The Fedchenko Glacier (Ледник Федченко) or the Vanch-Yakh Glacier (Пиряхи Ванҷях) is a large glacier in the Yazgulem Range, Pamir Mountains, of north-central Gorno-Badakhshan province, Tajikistan. The glacier is long and narrow, currently extending for 77 km and covering over 700 km2. It is the longest glacier in the world outside of the polar regions. The maximum thickness of the glacier is 1000 m, and the volume of the glacier and its dozens of tributaries is estimated at 144 km3—about a third of the volume of Lake Erie.

==Path and location==
The glacier follows a generally northward path to the east of the 6595 m Garmo Peak. The glacier begins at an elevation of 6200 m and eventually melts and empties into the Balandkiik River near the border with Kyrgyzstan at an elevation of 2909 m. Its waters eventually feed down the Muksu, Surkhob, Vakhsh, and Amu Darya rivers into the Aral Sea.
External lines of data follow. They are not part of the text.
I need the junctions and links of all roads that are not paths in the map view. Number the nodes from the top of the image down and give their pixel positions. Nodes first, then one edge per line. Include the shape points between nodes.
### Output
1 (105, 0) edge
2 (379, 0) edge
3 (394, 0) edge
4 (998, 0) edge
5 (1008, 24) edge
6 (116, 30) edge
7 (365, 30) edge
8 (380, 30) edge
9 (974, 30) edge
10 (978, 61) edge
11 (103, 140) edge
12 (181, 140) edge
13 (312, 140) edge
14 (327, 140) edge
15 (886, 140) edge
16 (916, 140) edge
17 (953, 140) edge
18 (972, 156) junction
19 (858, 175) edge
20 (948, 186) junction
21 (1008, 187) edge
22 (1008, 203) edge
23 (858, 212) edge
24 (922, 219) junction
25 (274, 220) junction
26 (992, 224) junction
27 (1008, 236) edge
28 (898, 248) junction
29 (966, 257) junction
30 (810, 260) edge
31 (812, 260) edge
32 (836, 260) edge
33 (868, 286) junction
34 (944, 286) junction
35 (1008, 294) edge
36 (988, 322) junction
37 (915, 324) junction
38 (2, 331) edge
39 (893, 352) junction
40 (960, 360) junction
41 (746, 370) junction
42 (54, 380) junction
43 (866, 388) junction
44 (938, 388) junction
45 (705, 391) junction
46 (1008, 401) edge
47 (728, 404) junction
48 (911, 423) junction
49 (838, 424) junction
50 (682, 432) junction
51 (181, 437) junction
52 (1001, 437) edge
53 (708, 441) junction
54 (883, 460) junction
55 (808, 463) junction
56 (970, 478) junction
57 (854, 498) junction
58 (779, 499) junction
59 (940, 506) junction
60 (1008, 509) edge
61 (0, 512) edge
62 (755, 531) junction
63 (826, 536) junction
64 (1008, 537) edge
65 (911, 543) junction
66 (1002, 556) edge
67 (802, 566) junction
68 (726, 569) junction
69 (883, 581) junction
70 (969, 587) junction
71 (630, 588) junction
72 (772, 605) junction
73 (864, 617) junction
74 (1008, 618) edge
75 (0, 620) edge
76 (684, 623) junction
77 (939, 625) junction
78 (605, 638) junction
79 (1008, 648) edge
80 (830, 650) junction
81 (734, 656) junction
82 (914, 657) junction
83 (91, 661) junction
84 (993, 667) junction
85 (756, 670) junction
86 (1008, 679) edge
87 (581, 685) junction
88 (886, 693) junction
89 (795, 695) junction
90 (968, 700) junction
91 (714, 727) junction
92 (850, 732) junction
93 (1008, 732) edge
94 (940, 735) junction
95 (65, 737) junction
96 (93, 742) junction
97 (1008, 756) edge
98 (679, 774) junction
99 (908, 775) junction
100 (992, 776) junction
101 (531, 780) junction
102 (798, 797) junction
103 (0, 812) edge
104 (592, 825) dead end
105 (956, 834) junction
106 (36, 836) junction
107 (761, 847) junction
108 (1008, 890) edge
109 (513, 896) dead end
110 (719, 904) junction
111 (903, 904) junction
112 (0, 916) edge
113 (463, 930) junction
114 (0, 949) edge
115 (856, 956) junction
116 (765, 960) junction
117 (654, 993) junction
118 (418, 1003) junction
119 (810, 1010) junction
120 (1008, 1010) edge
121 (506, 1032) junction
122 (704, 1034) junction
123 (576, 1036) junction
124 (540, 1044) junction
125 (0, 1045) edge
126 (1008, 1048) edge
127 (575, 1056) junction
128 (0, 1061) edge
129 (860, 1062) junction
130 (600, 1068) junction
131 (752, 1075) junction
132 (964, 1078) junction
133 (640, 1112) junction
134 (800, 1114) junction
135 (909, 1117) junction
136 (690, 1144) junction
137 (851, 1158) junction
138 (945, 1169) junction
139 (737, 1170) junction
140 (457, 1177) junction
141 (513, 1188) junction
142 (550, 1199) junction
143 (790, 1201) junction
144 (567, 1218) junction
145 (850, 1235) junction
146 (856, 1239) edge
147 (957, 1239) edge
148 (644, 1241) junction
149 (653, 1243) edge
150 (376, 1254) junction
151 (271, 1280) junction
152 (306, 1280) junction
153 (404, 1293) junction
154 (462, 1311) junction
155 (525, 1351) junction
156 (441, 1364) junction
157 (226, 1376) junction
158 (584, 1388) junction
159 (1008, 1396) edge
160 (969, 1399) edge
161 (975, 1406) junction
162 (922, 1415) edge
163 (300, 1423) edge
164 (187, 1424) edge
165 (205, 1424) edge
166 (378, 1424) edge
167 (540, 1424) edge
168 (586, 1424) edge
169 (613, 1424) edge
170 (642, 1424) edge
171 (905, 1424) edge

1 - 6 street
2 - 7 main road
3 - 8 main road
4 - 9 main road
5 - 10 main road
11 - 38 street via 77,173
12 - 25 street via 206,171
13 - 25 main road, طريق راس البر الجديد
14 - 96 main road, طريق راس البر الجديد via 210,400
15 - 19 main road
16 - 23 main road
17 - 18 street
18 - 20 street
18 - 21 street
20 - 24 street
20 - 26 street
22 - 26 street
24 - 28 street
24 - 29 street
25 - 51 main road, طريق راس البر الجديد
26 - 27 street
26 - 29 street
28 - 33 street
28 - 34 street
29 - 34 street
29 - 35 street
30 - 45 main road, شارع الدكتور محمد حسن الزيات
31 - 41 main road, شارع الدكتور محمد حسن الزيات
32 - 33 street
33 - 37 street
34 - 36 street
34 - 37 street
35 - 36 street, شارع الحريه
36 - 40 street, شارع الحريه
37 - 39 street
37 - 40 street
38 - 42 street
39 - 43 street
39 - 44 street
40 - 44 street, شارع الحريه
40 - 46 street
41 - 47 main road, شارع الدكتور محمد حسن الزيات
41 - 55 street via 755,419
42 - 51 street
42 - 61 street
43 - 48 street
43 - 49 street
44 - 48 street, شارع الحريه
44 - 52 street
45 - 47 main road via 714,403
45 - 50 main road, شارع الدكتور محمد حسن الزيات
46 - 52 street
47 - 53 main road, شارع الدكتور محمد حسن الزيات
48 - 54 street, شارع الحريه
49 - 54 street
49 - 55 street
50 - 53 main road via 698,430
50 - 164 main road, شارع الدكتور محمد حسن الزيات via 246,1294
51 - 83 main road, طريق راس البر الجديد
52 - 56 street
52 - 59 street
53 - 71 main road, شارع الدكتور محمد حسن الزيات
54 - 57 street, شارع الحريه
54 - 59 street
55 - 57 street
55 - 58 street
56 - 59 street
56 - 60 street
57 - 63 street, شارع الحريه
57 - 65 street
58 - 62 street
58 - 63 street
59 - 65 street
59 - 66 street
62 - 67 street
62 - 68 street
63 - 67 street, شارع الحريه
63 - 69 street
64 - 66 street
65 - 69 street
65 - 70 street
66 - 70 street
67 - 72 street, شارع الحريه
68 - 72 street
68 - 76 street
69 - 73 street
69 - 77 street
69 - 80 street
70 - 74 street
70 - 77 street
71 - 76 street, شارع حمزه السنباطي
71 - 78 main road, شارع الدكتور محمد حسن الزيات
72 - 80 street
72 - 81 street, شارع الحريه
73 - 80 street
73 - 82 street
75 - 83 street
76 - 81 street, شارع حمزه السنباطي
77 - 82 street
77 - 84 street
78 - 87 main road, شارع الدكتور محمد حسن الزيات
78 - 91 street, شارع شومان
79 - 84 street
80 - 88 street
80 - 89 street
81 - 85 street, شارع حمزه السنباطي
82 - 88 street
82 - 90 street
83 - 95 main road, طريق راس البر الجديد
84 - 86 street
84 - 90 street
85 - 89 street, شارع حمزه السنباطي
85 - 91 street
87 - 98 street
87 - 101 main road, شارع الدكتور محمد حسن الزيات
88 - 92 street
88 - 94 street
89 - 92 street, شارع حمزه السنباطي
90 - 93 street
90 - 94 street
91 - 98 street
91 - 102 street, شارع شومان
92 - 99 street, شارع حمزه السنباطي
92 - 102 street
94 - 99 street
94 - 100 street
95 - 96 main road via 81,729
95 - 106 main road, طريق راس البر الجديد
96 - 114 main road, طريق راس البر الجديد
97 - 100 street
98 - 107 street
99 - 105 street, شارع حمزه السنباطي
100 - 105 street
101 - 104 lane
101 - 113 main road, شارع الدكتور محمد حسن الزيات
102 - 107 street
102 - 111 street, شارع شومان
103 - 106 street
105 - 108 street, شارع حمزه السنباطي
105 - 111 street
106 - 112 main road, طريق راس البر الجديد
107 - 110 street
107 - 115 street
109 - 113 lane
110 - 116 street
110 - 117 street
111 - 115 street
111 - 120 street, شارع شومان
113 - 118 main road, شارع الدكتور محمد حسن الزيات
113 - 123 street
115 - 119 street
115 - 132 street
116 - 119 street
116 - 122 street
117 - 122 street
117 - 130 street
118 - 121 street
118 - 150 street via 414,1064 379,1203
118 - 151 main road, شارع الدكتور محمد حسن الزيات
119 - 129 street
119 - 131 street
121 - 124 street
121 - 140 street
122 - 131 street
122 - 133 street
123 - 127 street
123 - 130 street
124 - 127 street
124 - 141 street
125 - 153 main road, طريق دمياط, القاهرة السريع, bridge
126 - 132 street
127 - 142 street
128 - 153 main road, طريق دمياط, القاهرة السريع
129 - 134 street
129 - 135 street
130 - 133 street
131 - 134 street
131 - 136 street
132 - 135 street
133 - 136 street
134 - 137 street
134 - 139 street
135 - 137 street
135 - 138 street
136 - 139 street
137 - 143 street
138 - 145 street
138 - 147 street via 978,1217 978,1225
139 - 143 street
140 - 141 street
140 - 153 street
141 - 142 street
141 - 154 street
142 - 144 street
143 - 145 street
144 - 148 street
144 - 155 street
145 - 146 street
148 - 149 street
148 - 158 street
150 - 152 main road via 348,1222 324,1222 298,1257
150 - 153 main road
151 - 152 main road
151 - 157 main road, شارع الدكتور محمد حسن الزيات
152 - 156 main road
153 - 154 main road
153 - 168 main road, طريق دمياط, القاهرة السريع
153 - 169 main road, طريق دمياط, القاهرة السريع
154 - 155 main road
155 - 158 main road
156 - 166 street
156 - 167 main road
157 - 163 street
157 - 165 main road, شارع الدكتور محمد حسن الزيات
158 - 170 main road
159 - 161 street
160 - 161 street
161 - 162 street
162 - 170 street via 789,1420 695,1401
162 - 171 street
To the west is the Tajik National Academy of Sciences Range, Mount Garmo, Ismoil Somoni Peak, Peak Korzhenevskaya, the headwaters of the Vanj River, and Yazgulyam River. To the south is Independence Peak and to the east Gorbunov Peak (6,025 meters). To the north is Altyn Mazar.

==Discovery==
The glacier was discovered in 1878 and was named after Alexei Pavlovich Fedchenko, a Russian explorer (but not the discoverer of the glacier). It was not fully explored until 1928 by a German-Soviet expedition under Willi Rickmer Rickmers. Between 1910 and 1913 the glacier expanded and moved forward by 800 to 1000 m, blocking up the Balyandlik River the following year. It continued to recede between 1928 and 1960, stopping its inflows such as the Kosinenko, Ulugbeck, Alert and several others.

In 2023, Tajikistan officially renamed the glacier as part of a derussification program.